Инженеры завели при летнем саду свои комнаты, в которых скучно играли в преферанс и на бильярде. Большей частью все это был холостой народ, а по духовным качествам — деловой, оборотистый, скупой, малоразвитой и грубоватый. Когда ездили куда-нибудь по железной дороге, привозили с собой иногда пачку пестрых юмористических журнальчиков — этого и хватало на месяцы, газет почти не читали, и крупные новости, волновавшие города, узнавали иногда долго спустя, когда уж новостями их никак нельзя было назвать, имели обветренные лица, чумазые руки, ходили в высоких сапогах и манерами, и голосом, и привычкой очень долго, очень крепко и очень продолжительно ругаться напоминали армейцев.
Молодость — переходное, мечтательное, мягкое, странное время жизни — у Матийцева затянулась несколько дольше, чем полагается инженеру, и от этого трудно было ему: она была здесь совсем не к лицу, в ‘Наклонной Елене’.
Когда раньше приезжал сюда на практику Матийцев, он смотрел на это, как на необходимую студенческую работу, но жить здесь годы — это как-то не представлялось ему ясно. Власть над пятьюстами шахтерами — это бремя так легко как будто нес его предшественник, но для него, деликатного от природы, оказалось оно чересчур трудным.

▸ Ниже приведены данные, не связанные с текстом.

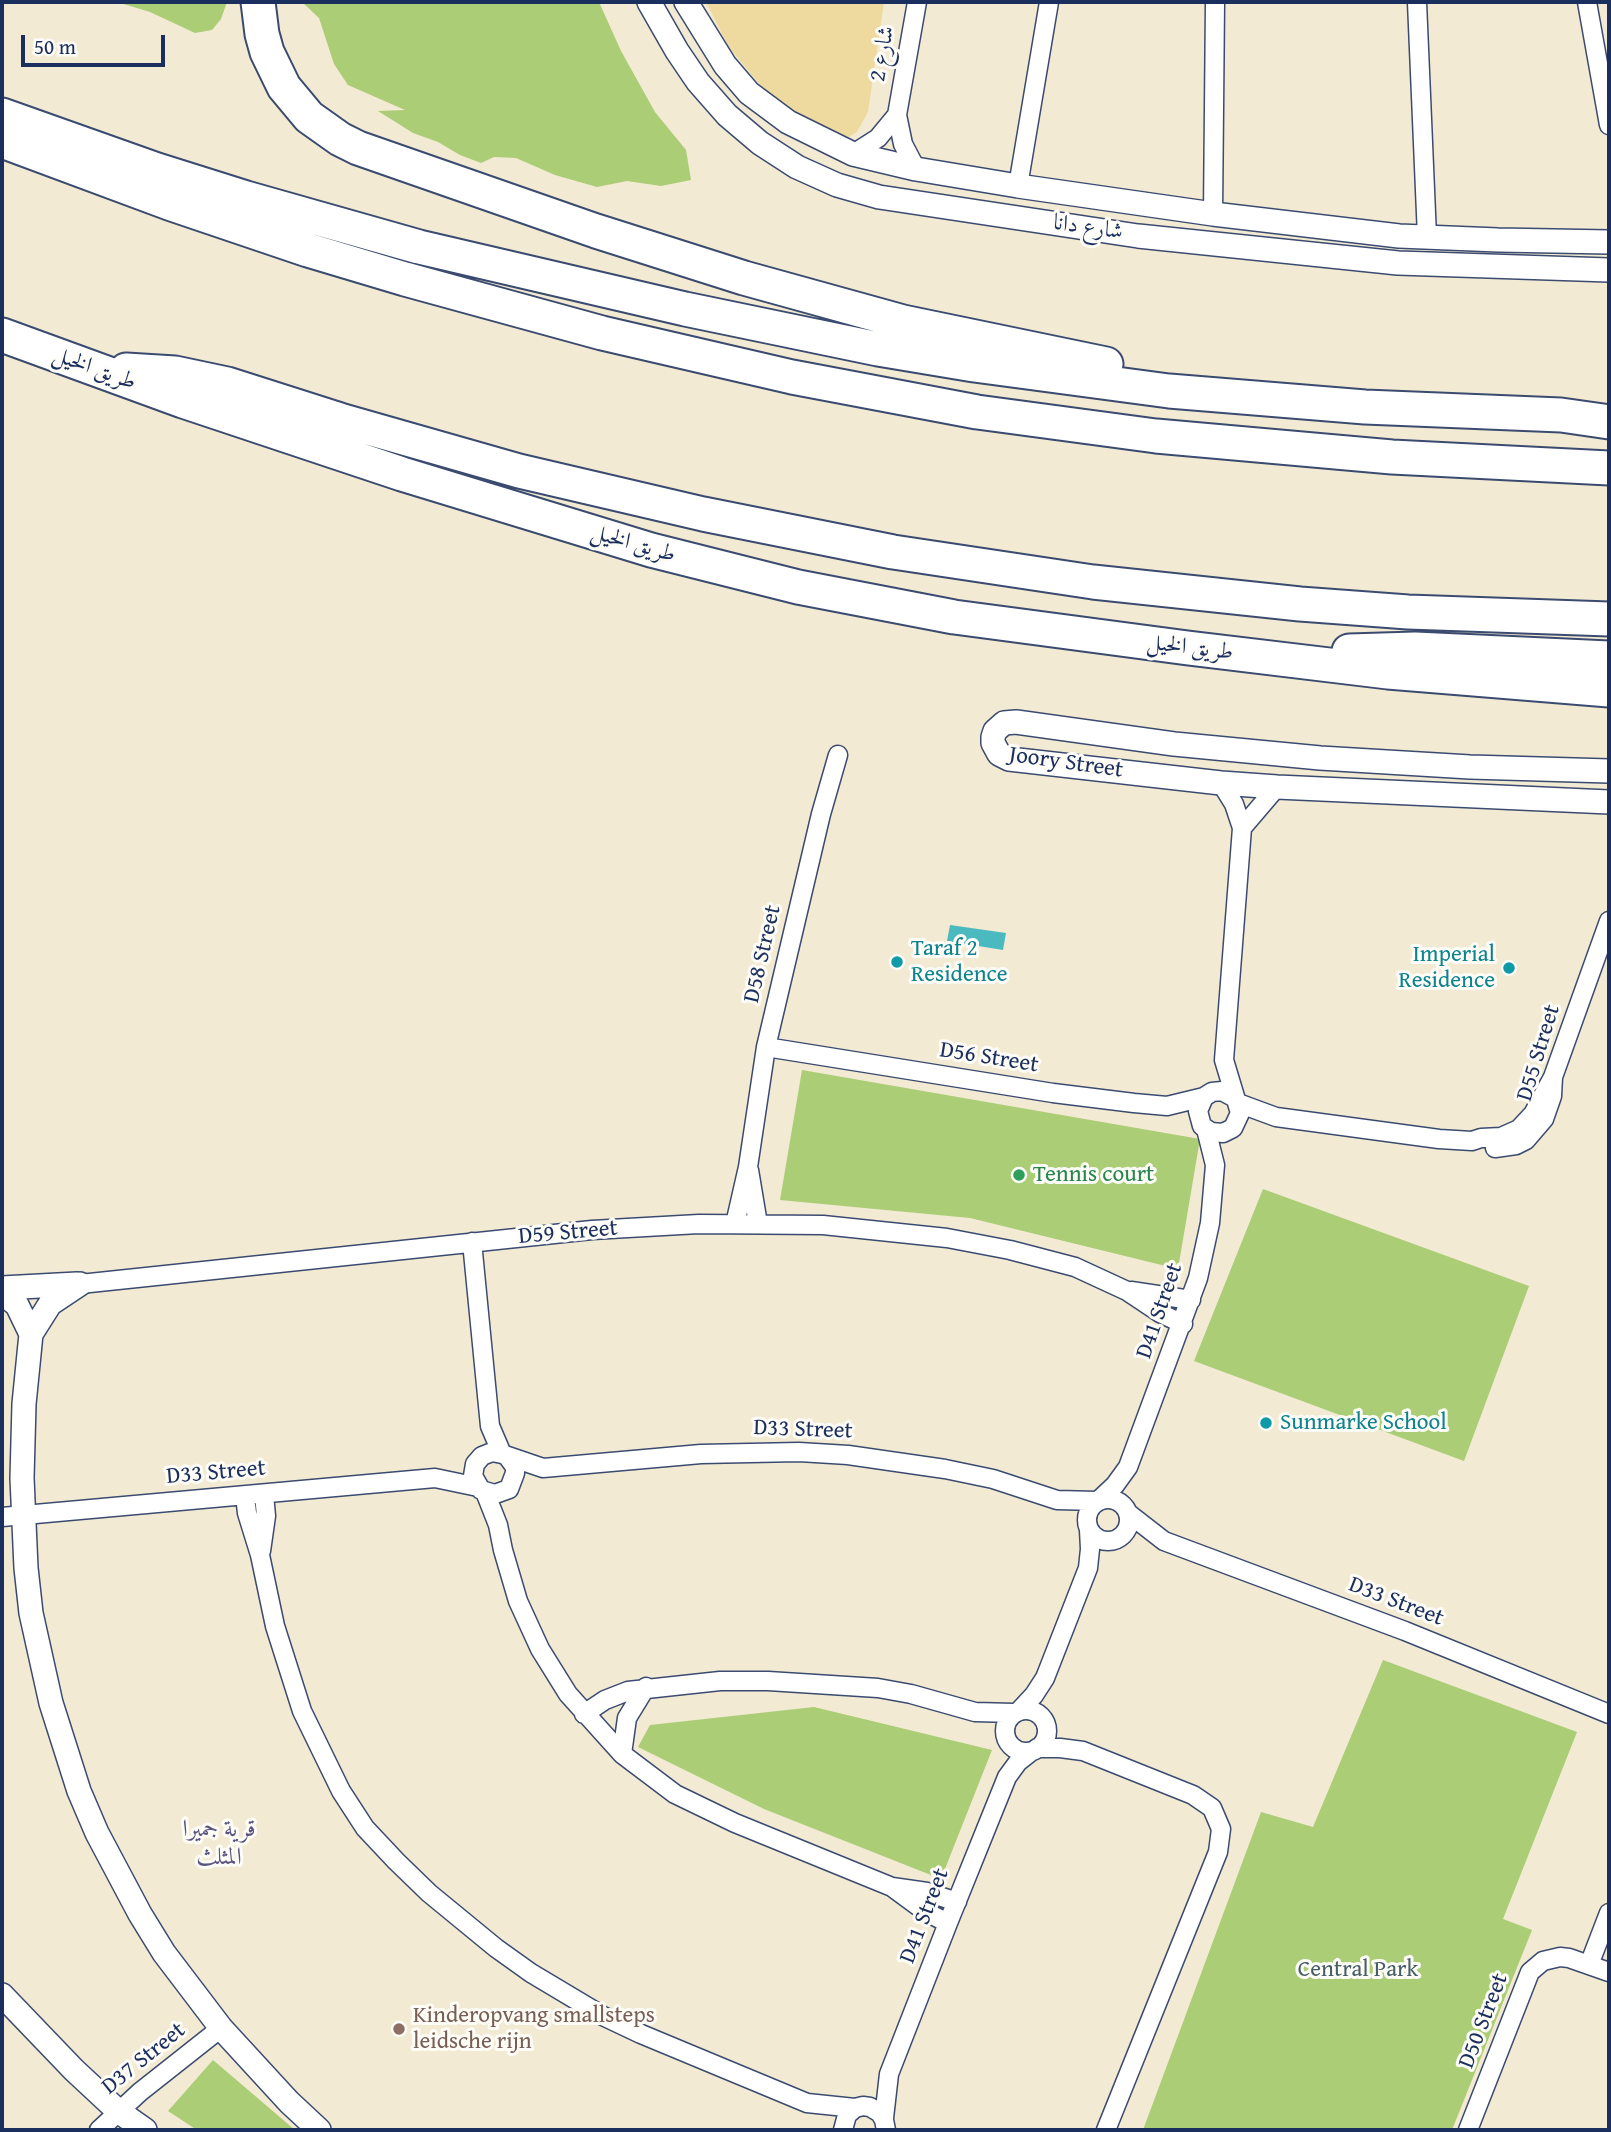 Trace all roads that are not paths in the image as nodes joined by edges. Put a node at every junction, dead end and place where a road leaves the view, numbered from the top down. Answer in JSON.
{"nodes":[{"id":1,"x":258,"y":2,"type":"edge"},
{"id":2,"x":649,"y":2,"type":"edge"},
{"id":3,"x":686,"y":2,"type":"edge"},
{"id":4,"x":917,"y":2,"type":"edge"},
{"id":5,"x":1049,"y":2,"type":"edge"},
{"id":6,"x":1215,"y":2,"type":"edge"},
{"id":7,"x":1417,"y":2,"type":"edge"},
{"id":8,"x":1587,"y":2,"type":"edge"},
{"id":9,"x":2,"y":115,"type":"edge"},
{"id":10,"x":897,"y":116,"type":"junction"},
{"id":11,"x":1609,"y":125,"type":"edge"},
{"id":12,"x":2,"y":141,"type":"edge"},
{"id":13,"x":853,"y":154,"type":"junction"},
{"id":14,"x":916,"y":169,"type":"junction"},
{"id":15,"x":1018,"y":186,"type":"junction"},
{"id":16,"x":1213,"y":214,"type":"junction"},
{"id":17,"x":1427,"y":237,"type":"junction"},
{"id":18,"x":1609,"y":242,"type":"edge"},
{"id":19,"x":1609,"y":271,"type":"edge"},
{"id":20,"x":2,"y":335,"type":"edge"},
{"id":21,"x":96,"y":371,"type":"junction"},
{"id":22,"x":1169,"y":391,"type":"junction"},
{"id":23,"x":1609,"y":410,"type":"edge"},
{"id":24,"x":1561,"y":415,"type":"junction"},
{"id":25,"x":1609,"y":422,"type":"edge"},
{"id":26,"x":1609,"y":468,"type":"edge"},
{"id":27,"x":1609,"y":619,"type":"edge"},
{"id":28,"x":1609,"y":658,"type":"edge"},
{"id":29,"x":1288,"y":661,"type":"junction"},
{"id":30,"x":1609,"y":690,"type":"edge"},
{"id":31,"x":838,"y":755,"type":"dead end"},
{"id":32,"x":1609,"y":771,"type":"edge"},
{"id":33,"x":1221,"y":783,"type":"junction"},
{"id":34,"x":1278,"y":787,"type":"junction"},
{"id":35,"x":1606,"y":805,"type":"edge"},
{"id":36,"x":1242,"y":828,"type":"junction"},
{"id":37,"x":1609,"y":921,"type":"edge"},
{"id":38,"x":766,"y":1047,"type":"junction"},
{"id":39,"x":1224,"y":1060,"type":"junction"},
{"id":40,"x":1206,"y":1096,"type":"junction"},
{"id":41,"x":1236,"y":1100,"type":"junction"},
{"id":42,"x":1167,"y":1106,"type":"junction"},
{"id":43,"x":1276,"y":1117,"type":"junction"},
{"id":44,"x":1203,"y":1125,"type":"junction"},
{"id":45,"x":1232,"y":1128,"type":"junction"},
{"id":46,"x":1215,"y":1165,"type":"junction"},
{"id":47,"x":748,"y":1167,"type":"junction"},
{"id":48,"x":735,"y":1224,"type":"junction"},
{"id":49,"x":758,"y":1224,"type":"junction"},
{"id":50,"x":472,"y":1242,"type":"junction"},
{"id":51,"x":80,"y":1284,"type":"junction"},
{"id":52,"x":2,"y":1290,"type":"edge"},
{"id":53,"x":1127,"y":1291,"type":"junction"},
{"id":54,"x":1191,"y":1300,"type":"junction"},
{"id":55,"x":1183,"y":1324,"type":"junction"},
{"id":56,"x":31,"y":1334,"type":"junction"},
{"id":57,"x":489,"y":1426,"type":"junction"},
{"id":58,"x":505,"y":1455,"type":"junction"},
{"id":59,"x":476,"y":1462,"type":"junction"},
{"id":60,"x":1128,"y":1467,"type":"junction"},
{"id":61,"x":543,"y":1468,"type":"junction"},
{"id":62,"x":435,"y":1478,"type":"junction"},
{"id":63,"x":508,"y":1488,"type":"junction"},
{"id":64,"x":481,"y":1489,"type":"junction"},
{"id":65,"x":264,"y":1494,"type":"junction"},
{"id":66,"x":245,"y":1496,"type":"junction"},
{"id":67,"x":1057,"y":1500,"type":"junction"},
{"id":68,"x":1098,"y":1501,"type":"junction"},
{"id":69,"x":1127,"y":1511,"type":"junction"},
{"id":70,"x":12,"y":1516,"type":"edge"},
{"id":71,"x":498,"y":1525,"type":"junction"},
{"id":72,"x":1088,"y":1528,"type":"junction"},
{"id":73,"x":1116,"y":1539,"type":"junction"},
{"id":74,"x":1164,"y":1541,"type":"junction"},
{"id":75,"x":260,"y":1555,"type":"junction"},
{"id":76,"x":1088,"y":1568,"type":"junction"},
{"id":77,"x":1045,"y":1678,"type":"junction"},
{"id":78,"x":646,"y":1688,"type":"junction"},
{"id":79,"x":1017,"y":1711,"type":"junction"},
{"id":80,"x":975,"y":1712,"type":"junction"},
{"id":81,"x":584,"y":1714,"type":"junction"},
{"id":82,"x":1609,"y":1714,"type":"edge"},
{"id":83,"x":1044,"y":1721,"type":"junction"},
{"id":84,"x":1007,"y":1742,"type":"junction"},
{"id":85,"x":1035,"y":1750,"type":"junction"},
{"id":86,"x":1083,"y":1751,"type":"junction"},
{"id":87,"x":622,"y":1754,"type":"junction"},
{"id":88,"x":1007,"y":1777,"type":"junction"},
{"id":89,"x":892,"y":1887,"type":"junction"},
{"id":90,"x":957,"y":1902,"type":"junction"},
{"id":91,"x":1609,"y":1913,"type":"edge"},
{"id":92,"x":948,"y":1923,"type":"junction"},
{"id":93,"x":1589,"y":1965,"type":"junction"},
{"id":94,"x":1609,"y":1972,"type":"edge"},
{"id":95,"x":2,"y":1995,"type":"edge"},
{"id":96,"x":221,"y":2028,"type":"junction"},
{"id":97,"x":890,"y":2074,"type":"junction"},
{"id":98,"x":807,"y":2103,"type":"junction"},
{"id":99,"x":856,"y":2108,"type":"junction"},
{"id":100,"x":118,"y":2111,"type":"junction"},
{"id":101,"x":888,"y":2125,"type":"edge"},
{"id":102,"x":99,"y":2130,"type":"edge"},
{"id":103,"x":145,"y":2130,"type":"edge"},
{"id":104,"x":319,"y":2130,"type":"edge"},
{"id":105,"x":841,"y":2130,"type":"edge"},
{"id":106,"x":1106,"y":2130,"type":"edge"},
{"id":107,"x":1468,"y":2130,"type":"edge"}],
"edges":[{"from":1,"to":22,"type":"highway"},
{"from":2,"to":19,"type":"street","name":"شارع دانا"},
{"from":3,"to":13,"type":"street","name":"شارع دانا"},
{"from":4,"to":10,"type":"street","name":"شارع 2"},
{"from":5,"to":15,"type":"street"},
{"from":6,"to":16,"type":"street"},
{"from":7,"to":17,"type":"street"},
{"from":8,"to":11,"type":"street"},
{"from":9,"to":22,"type":"highway"},
{"from":10,"to":13,"type":"street","name":"شارع 2"},
{"from":10,"to":14,"type":"street","name":"شارع 2"},
{"from":12,"to":26,"type":"highway"},
{"from":13,"to":14,"type":"street","name":"شارع دانا"},
{"from":14,"to":15,"type":"street","name":"شارع دانا"},
{"from":15,"to":16,"type":"street","name":"شارع دانا"},
{"from":16,"to":17,"type":"street","name":"شارع دانا"},
{"from":17,"to":18,"type":"street","name":"شارع دانا"},
{"from":20,"to":21,"type":"highway","name":"طريق الخيل"},
{"from":21,"to":27,"type":"highway"},
{"from":21,"to":29,"type":"highway","name":"طريق الخيل"},
{"from":22,"to":24,"type":"highway"},
{"from":23,"to":24,"type":"highway"},
{"from":24,"to":25,"type":"highway"},
{"from":28,"to":29,"type":"highway"},
{"from":29,"to":30,"type":"highway","name":"طريق الخيل"},
{"from":31,"to":38,"type":"street","name":"D58 Street"},
{"from":32,"to":33,"type":"street","name":"Joory Street"},
{"from":33,"to":34,"type":"street","name":"Joory Street"},
{"from":33,"to":36,"type":"street"},
{"from":34,"to":35,"type":"street","name":"Joory Street"},
{"from":34,"to":36,"type":"street"},
{"from":36,"to":39,"type":"street"},
{"from":37,"to":43,"type":"street","name":"D55 Street"},
{"from":38,"to":42,"type":"street","name":"D56 Street"},
{"from":38,"to":47,"type":"street","name":"D58 Street"},
{"from":39,"to":40,"type":"street"},
{"from":39,"to":41,"type":"street"},
{"from":40,"to":41,"type":"street"},
{"from":40,"to":42,"type":"street","name":"D56 Street"},
{"from":40,"to":44,"type":"street"},
{"from":41,"to":43,"type":"street"},
{"from":41,"to":45,"type":"street"},
{"from":42,"to":44,"type":"street"},
{"from":43,"to":45,"type":"street"},
{"from":44,"to":45,"type":"street"},
{"from":44,"to":46,"type":"street","name":"D41 Street"},
{"from":45,"to":46,"type":"street","name":"D41 Street"},
{"from":46,"to":54,"type":"street","name":"D41 Street"},
{"from":47,"to":48,"type":"street","name":"D58 Street"},
{"from":47,"to":49,"type":"street","name":"D58 Street"},
{"from":48,"to":49,"type":"street","name":"D59 Street"},
{"from":48,"to":50,"type":"street","name":"D59 Street"},
{"from":49,"to":53,"type":"street","name":"D59 Street"},
{"from":50,"to":51,"type":"street","name":"D59 Street"},
{"from":50,"to":57,"type":"street"},
{"from":51,"to":52,"type":"street","name":"D59 Street"},
{"from":51,"to":56,"type":"street"},
{"from":52,"to":56,"type":"street"},
{"from":53,"to":54,"type":"street","name":"D59 Street"},
{"from":53,"to":55,"type":"street","name":"D59 Street"},
{"from":54,"to":55,"type":"street","name":"D41 Street"},
{"from":55,"to":60,"type":"street","name":"D41 Street"},
{"from":56,"to":70,"type":"street"},
{"from":57,"to":58,"type":"street"},
{"from":57,"to":59,"type":"street"},
{"from":58,"to":59,"type":"street"},
{"from":58,"to":61,"type":"street","name":"D33 Street"},
{"from":58,"to":63,"type":"street"},
{"from":59,"to":62,"type":"street","name":"D33 Street"},
{"from":59,"to":64,"type":"street"},
{"from":60,"to":68,"type":"street","name":"D41 Street"},
{"from":60,"to":69,"type":"street","name":"D41 Street"},
{"from":61,"to":63,"type":"street","name":"D33 Street"},
{"from":61,"to":67,"type":"street","name":"D33 Street"},
{"from":62,"to":64,"type":"street","name":"D33 Street"},
{"from":62,"to":65,"type":"street","name":"D33 Street"},
{"from":63,"to":64,"type":"street"},
{"from":63,"to":71,"type":"street"},
{"from":64,"to":71,"type":"street"},
{"from":65,"to":66,"type":"street","name":"D33 Street"},
{"from":65,"to":75,"type":"street"},
{"from":66,"to":70,"type":"street","name":"D33 Street"},
{"from":66,"to":75,"type":"street"},
{"from":67,"to":68,"type":"street","name":"D33 Street"},
{"from":67,"to":72,"type":"street","name":"D33 Street"},
{"from":68,"to":69,"type":"street"},
{"from":68,"to":72,"type":"street"},
{"from":69,"to":73,"type":"street"},
{"from":69,"to":74,"type":"street","name":"D33 Street"},
{"from":70,"to":96,"type":"street"},
{"from":71,"to":81,"type":"street"},
{"from":72,"to":73,"type":"street"},
{"from":72,"to":76,"type":"street"},
{"from":73,"to":74,"type":"street","name":"D33 Street"},
{"from":73,"to":76,"type":"street"},
{"from":74,"to":82,"type":"street","name":"D33 Street"},
{"from":75,"to":98,"type":"street"},
{"from":76,"to":77,"type":"street"},
{"from":77,"to":79,"type":"street"},
{"from":77,"to":83,"type":"street"},
{"from":78,"to":80,"type":"street"},
{"from":78,"to":81,"type":"street"},
{"from":78,"to":87,"type":"street"},
{"from":79,"to":80,"type":"street"},
{"from":79,"to":83,"type":"street"},
{"from":79,"to":84,"type":"street"},
{"from":80,"to":84,"type":"street"},
{"from":81,"to":87,"type":"street"},
{"from":83,"to":85,"type":"street"},
{"from":83,"to":86,"type":"street"},
{"from":84,"to":85,"type":"street"},
{"from":84,"to":88,"type":"street","name":"D41 Street"},
{"from":85,"to":86,"type":"street"},
{"from":85,"to":88,"type":"street","name":"D41 Street"},
{"from":86,"to":106,"type":"street"},
{"from":87,"to":89,"type":"street"},
{"from":88,"to":90,"type":"street","name":"D41 Street"},
{"from":89,"to":90,"type":"street"},
{"from":89,"to":92,"type":"street"},
{"from":90,"to":92,"type":"street","name":"D41 Street"},
{"from":91,"to":93,"type":"street"},
{"from":92,"to":97,"type":"street","name":"D41 Street"},
{"from":93,"to":94,"type":"street","name":"D50 Street"},
{"from":93,"to":107,"type":"street","name":"D50 Street"},
{"from":95,"to":100,"type":"street"},
{"from":96,"to":100,"type":"street","name":"D37 Street"},
{"from":96,"to":104,"type":"street"},
{"from":97,"to":99,"type":"street","name":"D41 Street"},
{"from":97,"to":101,"type":"street","name":"D41 Street"},
{"from":98,"to":99,"type":"street"},
{"from":98,"to":105,"type":"street"},
{"from":99,"to":101,"type":"street"},
{"from":99,"to":105,"type":"street","name":"D41 Street"},
{"from":100,"to":102,"type":"street","name":"D37 Street"},
{"from":100,"to":103,"type":"street"}]} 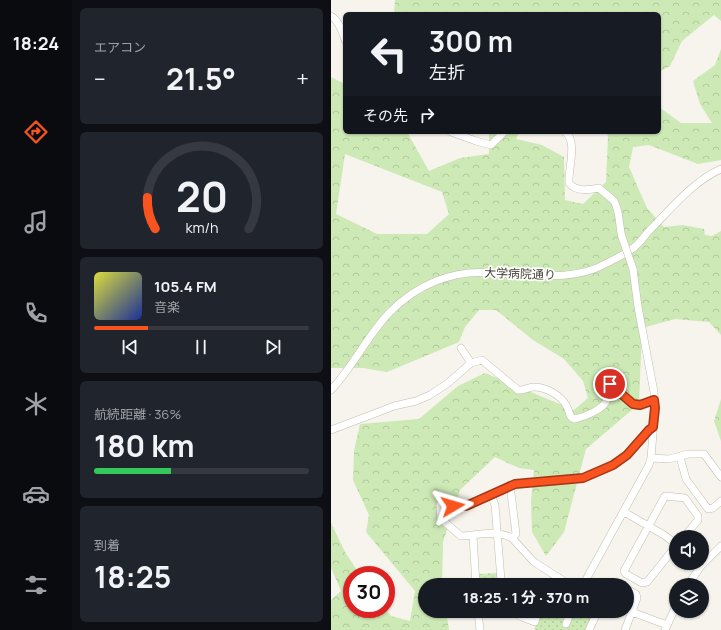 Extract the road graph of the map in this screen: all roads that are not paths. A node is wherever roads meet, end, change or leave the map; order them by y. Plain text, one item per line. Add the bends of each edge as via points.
1 (331, 16) edge
2 (343, 34) edge
3 (457, 134) edge
4 (502, 134) edge
5 (567, 134) edge
6 (721, 169) edge
7 (461, 348) dead end
8 (471, 363) junction
9 (331, 390) edge
10 (654, 400) junction
11 (653, 427) junction
12 (331, 430) edge
13 (680, 457) junction
14 (651, 458) junction
15 (721, 477) edge
16 (510, 485) junction
17 (491, 495) junction
18 (721, 502) edge
19 (624, 512) junction
20 (649, 526) junction
21 (689, 530) edge
22 (498, 534) junction
23 (473, 536) junction
24 (511, 538) junction
25 (669, 539) edge
26 (721, 546) edge
27 (669, 554) edge
28 (709, 556) edge
29 (476, 578) edge
30 (501, 578) edge
31 (554, 578) edge
32 (587, 578) edge
33 (634, 593) edge
34 (634, 606) edge
35 (634, 613) edge
36 (479, 618) edge
37 (525, 618) edge
38 (536, 618) edge
39 (568, 618) edge
40 (595, 618) edge
41 (630, 618) edge
42 (566, 624) dead end
43 (666, 627) edge
44 (480, 630) edge
45 (589, 630) edge
46 (625, 630) edge

1 - 2 street
3 - 4 street via 491,145
5 - 10 street, bridge via 572,144 569,183 572,188 599,188 613,201 617,210 619,228 633,269
6 - 9 street, 大学病院通り via 700,182 681,199 632,249 595,269 571,275 482,272 450,276 410,295 389,314
7 - 8 street
8 - 10 street via 482,360 518,390 534,387 548,390 559,397 571,417 575,419 603,405 607,399 608,384 633,404
8 - 12 street via 430,395
10 - 11 street
11 - 14 street
11 - 16 street via 627,455 589,476
13 - 14 street
13 - 15 street via 704,454
13 - 18 street via 686,479 709,509
14 - 19 street
16 - 17 street
16 - 24 street via 515,534
17 - 22 street
17 - 23 street via 466,506 440,505 441,519 461,536
19 - 20 street
19 - 32 street
20 - 21 street via 665,496 685,498 698,516 698,520
20 - 25 street
20 - 27 street via 624,571 626,574 642,583 647,582
22 - 23 street
22 - 24 street
22 - 30 street
23 - 29 street
24 - 31 street
26 - 28 street
33 - 34 street via 637,598
35 - 43 street
36 - 44 street
37 - 38 street via 535,622
39 - 42 street
40 - 45 street
41 - 46 street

Он старался придать своему лицу как можно более внушительный вид: насупливал брови, нарочно запустил клочковатую бородку, говорил горлом, чтобы выходило гуще, часто повторял: ‘Понял? Слышишь?.. Ну вот…’ и десятникам, пожилым, почтенным людям, говорил ‘ты’. Иногда покрикивал на возражавших: ‘Молчать! Ни слова!’, но при этом голос у него звучал резко, неприятно, по-бабьи, и за этот голос, должно быть, как школьники, меткие на прозвища, шахтеры прозвали его ‘свекрухой’, а за вечное ныряние по шахте — бурундуком (землеройкой).
Летом с ними было труднее, чем зимой, летом уходили домой на поля казанские татары, нижегородцы, тамбовцы, пензенцы и здешние украинцы, а оставались или приходили шатуны, всегубернские вольные бродяги, которые работали только до первополучки, потом уходили. Между шатунами попадались потомственные дворяне, сыновья генералов, был один граф и еще один неизвестный под именем ‘итальянского короля’: действительно, сказочно был похож на Виктора-Эммануила, хорошо говорил на трех языках, а кто он был раньше, как получил подложный паспорт на имя безграмотного крестьянина Севастьянова, трудно было узнать. В праздники после получки шахтеры представляли пьяную буйную орду, с вечными драками, увечьями, даже убийствами, и на здешнем кладбище маляру Дряпачеву часто приходилось вырисовывать такие надписи: ‘Под сим крестом покоетсR прах Семена Белошапкена. Убит невинно рукой злодеR 29 ииунR’ (‘я’ он писал как R).
Или так:
‘Незабвенный мученик, мир твоему праху! Здесь покоется прах Павла Коренькова, скончавшегося на 23 году своей жизни от злого сердца, злого умысла и бесчеловечных предателей. И вы прочтите, последователи Июды, да украсится ваша совесть печатью Каина за пролитую кровь мою и горе матери моей…’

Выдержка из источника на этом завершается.